What the task requires
From the entries below, copy every line that has the word "than".

§

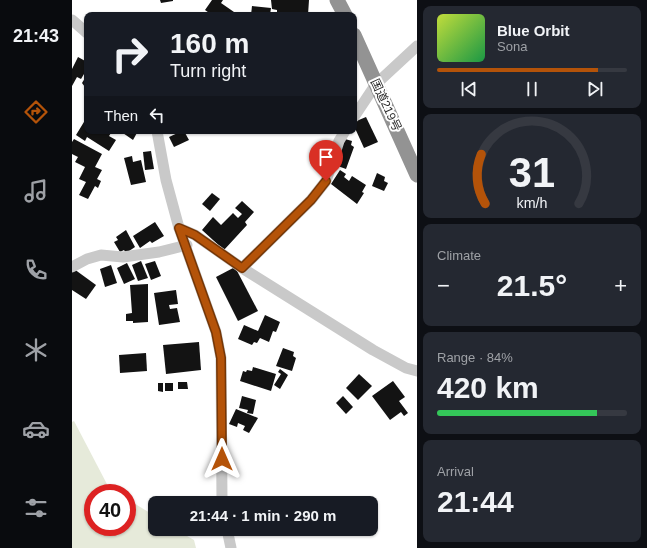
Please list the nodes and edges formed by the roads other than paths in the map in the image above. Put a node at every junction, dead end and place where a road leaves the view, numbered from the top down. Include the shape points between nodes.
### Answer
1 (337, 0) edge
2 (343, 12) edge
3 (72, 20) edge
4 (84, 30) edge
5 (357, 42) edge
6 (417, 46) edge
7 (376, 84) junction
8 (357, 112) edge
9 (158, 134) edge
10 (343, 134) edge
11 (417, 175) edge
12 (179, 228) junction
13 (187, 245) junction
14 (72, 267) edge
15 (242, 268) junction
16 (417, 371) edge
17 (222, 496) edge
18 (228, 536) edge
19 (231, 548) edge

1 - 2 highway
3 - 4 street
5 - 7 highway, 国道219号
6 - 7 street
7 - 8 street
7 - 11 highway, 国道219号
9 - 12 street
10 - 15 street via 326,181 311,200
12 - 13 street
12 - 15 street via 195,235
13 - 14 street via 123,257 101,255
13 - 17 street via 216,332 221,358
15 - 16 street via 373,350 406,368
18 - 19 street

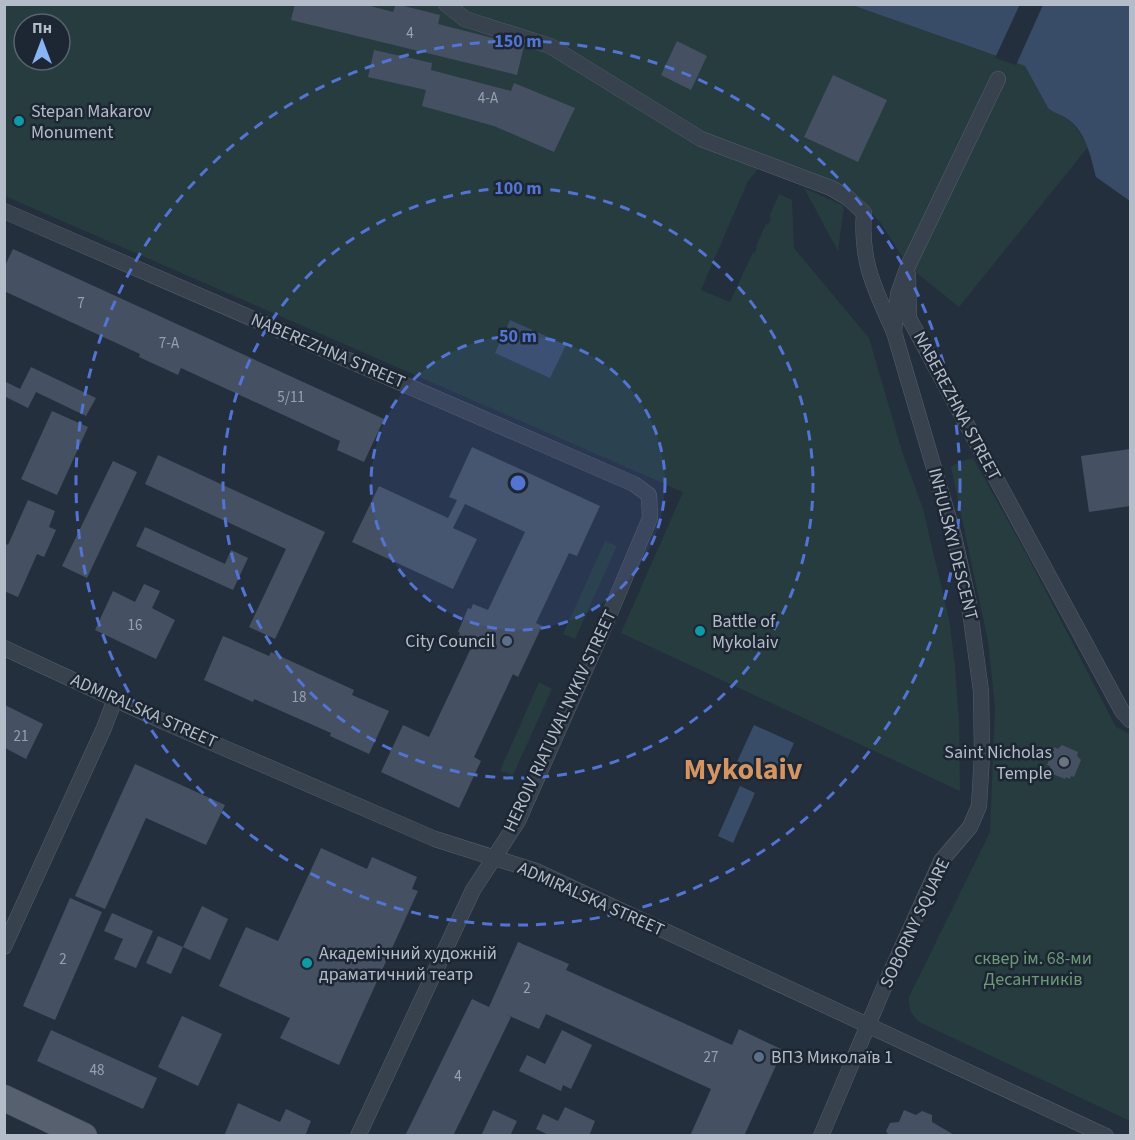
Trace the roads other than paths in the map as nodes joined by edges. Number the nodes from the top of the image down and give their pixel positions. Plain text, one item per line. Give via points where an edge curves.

§

Finished exercise
Please list the nodes and edges formed by the roads other than paths in the map in the image above. Put a node at every junction, dead end and place where a road leaves the view, numbered from the top down. Include the shape points between nodes.
Trace the roads other than paths in the map as nodes joined by edges. Number the nodes from the top of the image down and give their pixel positions. Plain text, one item per line. Give via points where an edge curves.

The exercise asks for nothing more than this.